CLARIFICATION: I'm aiming for an accuracy of 50 micrometers across 100 millimeters or better. I seem to be able to measure and cut with that accuracy, and it is an accuracy I need for my ultimate application (double-sided PCB milling).

My thoughts: There are four translations involved. We go from (x',y') to (x,y), then to (-x,y), then through a rotation psi, then to our new (x',y'). That's four matrix multiplications, whose result I imagine would be a mess! Then trying to solve for theta (and probably psi) would also be a mess! I'm wondering if an iterative approach would be better? Given psi figure out how to calculate theta, and given theta figure out how to calculate psi? Because we can make a good initial guess of psi = 0 and theta = pi/2.

Edit: There are suggestions that I use a caliper to take measurements and then apply simple geometry to find the answer. I've done a very quick test - getting my caliper to make sub-50-micrometer movements while keeping it still enough so that it doesn't drift off the far hole is really difficult - calipers are built to butt up against measurement points. I'd have to get machined pins and matching drill bits or something. What I might do is take advantage of the power of computers, and write some silly code using a generic minimising algorithm. That would have advantages that I could throw more data points at it, it would do its best with any inaccuracies in measurement, it could handle any other misalignments in the CNC machine (though the machine seems to be quite well aligned otherwise), and it could give me error estimates. Thanks.

Answer 1

This solution will work even if $x'$ and $y'$ are not of the same scale, or the machine's true axes are far from orthogonal.

Drill holes $O,A,B$ at $(x',y')=(0,0),(0,p),(p,0)$ for any convenient $p$. Measure the side lengths of $\triangle AOB$ as $AO=a,OB=b,AB=c$.

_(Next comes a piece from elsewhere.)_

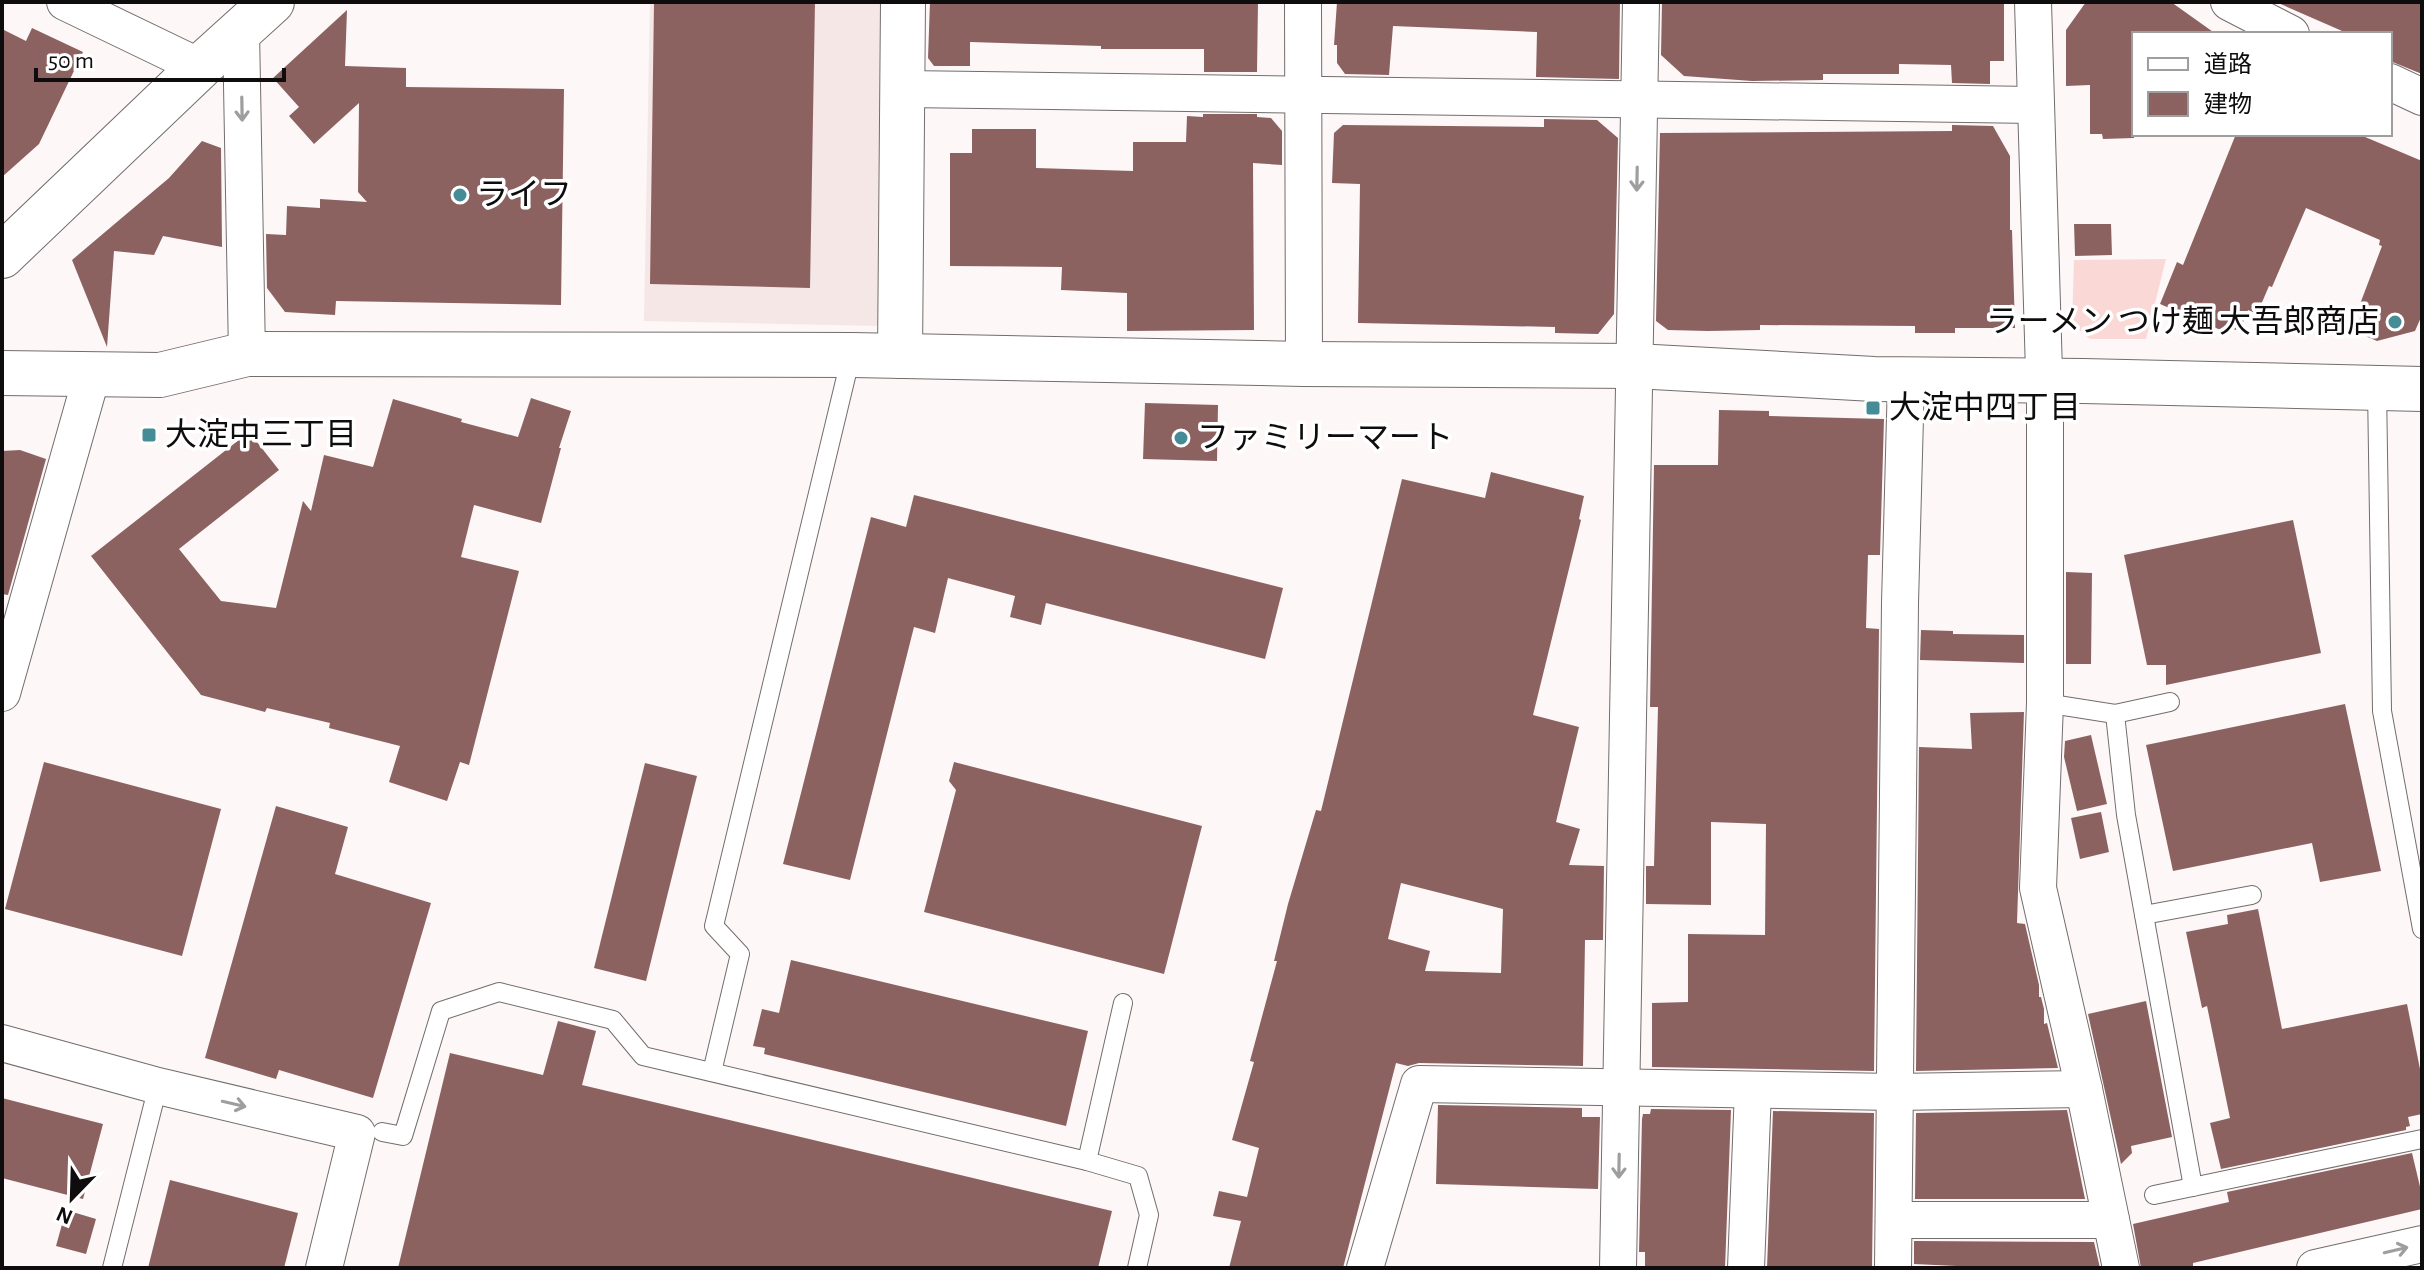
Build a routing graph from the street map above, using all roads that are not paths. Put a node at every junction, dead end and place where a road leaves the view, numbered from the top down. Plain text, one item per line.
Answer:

$\theta$, the angle between the machine's axes, is $\angle AOB$ and can be found with the cosine rule. Since precision is demanded, a numerically stable variant should be used: $$\theta=2\sin^{-1}\sqrt{\frac{(c+a-b)(c+b-a)}{4ab}}$$

Answer 2

Suppose you drill holes at $(x',y')$ coordinates $(0,0),$ $(a,0),$ $(-a,0),$ and $(b,0),$ then cut the piece in two along the line $x'=0,$ using a thin enough saw that part of each hole along that line is still visible in each piece. Put both pieces upright with the cut edge supported by rollers in each of the holes. (Use rollers of a slightly smaller diameter than the drill, resting on a flat surface.) This will effectively "fold" the piece along the line $x'=0,$ and the error in the angle between the axes will be measurable by the distance between the centers of the $(\pm a,0)$ holes.

Specifically, if the distance between the centers of the $(\pm a,0)$ holes is $d$ after "folding" the piece, the angle between the axes of the machine is $$\frac\pi2 \pm \arcsin\frac{2a}{d}.$$

You can deduce which sign to use for the $\pm$ by seeing in which direction the holes are offset.

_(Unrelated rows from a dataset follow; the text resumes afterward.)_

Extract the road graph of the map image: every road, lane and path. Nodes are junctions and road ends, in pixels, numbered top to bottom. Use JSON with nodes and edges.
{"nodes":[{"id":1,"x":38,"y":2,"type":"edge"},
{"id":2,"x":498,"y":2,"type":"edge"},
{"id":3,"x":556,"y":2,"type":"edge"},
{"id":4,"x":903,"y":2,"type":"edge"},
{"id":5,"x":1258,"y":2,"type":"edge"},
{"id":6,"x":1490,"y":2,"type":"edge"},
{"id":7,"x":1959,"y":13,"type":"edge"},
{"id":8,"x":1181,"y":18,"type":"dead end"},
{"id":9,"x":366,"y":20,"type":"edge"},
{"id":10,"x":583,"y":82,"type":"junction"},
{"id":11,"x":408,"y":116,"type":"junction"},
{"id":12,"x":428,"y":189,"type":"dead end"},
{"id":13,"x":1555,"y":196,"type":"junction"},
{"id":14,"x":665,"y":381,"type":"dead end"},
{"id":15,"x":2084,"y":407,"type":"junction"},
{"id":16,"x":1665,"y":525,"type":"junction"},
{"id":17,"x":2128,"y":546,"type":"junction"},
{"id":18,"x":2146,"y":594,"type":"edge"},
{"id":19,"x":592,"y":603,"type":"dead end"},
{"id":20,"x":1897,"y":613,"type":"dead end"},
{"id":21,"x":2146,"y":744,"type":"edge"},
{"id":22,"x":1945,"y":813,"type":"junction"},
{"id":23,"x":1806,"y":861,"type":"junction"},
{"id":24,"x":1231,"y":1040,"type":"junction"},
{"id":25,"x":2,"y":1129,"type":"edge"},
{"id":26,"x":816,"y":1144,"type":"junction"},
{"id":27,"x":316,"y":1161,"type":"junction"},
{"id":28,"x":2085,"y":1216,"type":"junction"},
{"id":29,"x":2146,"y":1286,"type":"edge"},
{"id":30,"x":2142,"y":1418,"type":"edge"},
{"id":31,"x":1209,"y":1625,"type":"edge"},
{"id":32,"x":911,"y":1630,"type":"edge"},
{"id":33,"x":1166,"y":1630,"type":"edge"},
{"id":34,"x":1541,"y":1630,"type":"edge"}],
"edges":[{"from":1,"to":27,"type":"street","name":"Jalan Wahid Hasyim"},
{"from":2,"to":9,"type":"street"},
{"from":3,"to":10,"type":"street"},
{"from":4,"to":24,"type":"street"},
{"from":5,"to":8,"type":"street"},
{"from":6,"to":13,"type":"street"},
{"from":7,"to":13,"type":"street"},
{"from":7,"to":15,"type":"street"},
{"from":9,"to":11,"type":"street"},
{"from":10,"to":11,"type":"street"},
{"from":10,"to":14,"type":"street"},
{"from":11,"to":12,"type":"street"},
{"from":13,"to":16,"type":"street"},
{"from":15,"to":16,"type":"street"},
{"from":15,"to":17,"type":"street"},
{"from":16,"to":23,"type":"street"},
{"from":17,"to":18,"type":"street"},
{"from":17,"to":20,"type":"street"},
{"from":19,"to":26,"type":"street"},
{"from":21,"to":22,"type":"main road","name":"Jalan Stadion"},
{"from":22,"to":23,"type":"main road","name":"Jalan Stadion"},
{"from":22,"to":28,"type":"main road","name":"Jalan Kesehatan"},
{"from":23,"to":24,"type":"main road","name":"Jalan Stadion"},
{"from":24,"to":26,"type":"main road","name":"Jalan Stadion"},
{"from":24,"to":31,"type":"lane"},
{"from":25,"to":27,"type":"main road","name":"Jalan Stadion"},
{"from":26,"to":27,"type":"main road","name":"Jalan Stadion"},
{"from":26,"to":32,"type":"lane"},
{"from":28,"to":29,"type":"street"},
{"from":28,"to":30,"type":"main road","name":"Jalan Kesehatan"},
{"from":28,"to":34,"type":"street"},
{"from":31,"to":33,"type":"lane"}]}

This being such a poorly made machine, you might want to use your own instruments to measure the distances between the center of the hole drilled at $(x',y')=(0,0)$ and the centers of the $(\pm a,0)$ holes. If the measurements are the same you can substitute the new measurement for the value $a$ calibrated by the machine, though this probably will have little impact on the calculated angle. More important is that if you find a difference in the measurements that is within a couple of orders of magnitude of $d,$ you may want to take that into account in the formula. Mathematically, the angle could be found via the Law of Cosines in that case, but in practice the arc cosine of a very small angle tends to be miscalculated; instead, a good approximation would be to set $d_1 = \sqrt{d^2 - (a_1 - a_2)^2},$ where $a_1$ and $a_2$ are the two measurements, and then the angle is $$\frac\pi2 \pm \arcsin\frac{a_1 + a_2}{d_1},$$

or even $$\frac\pi2 \pm \frac{a_1 + a_2}{d_1}$$ since the angle is (apparently) small enough to make this a good approximation.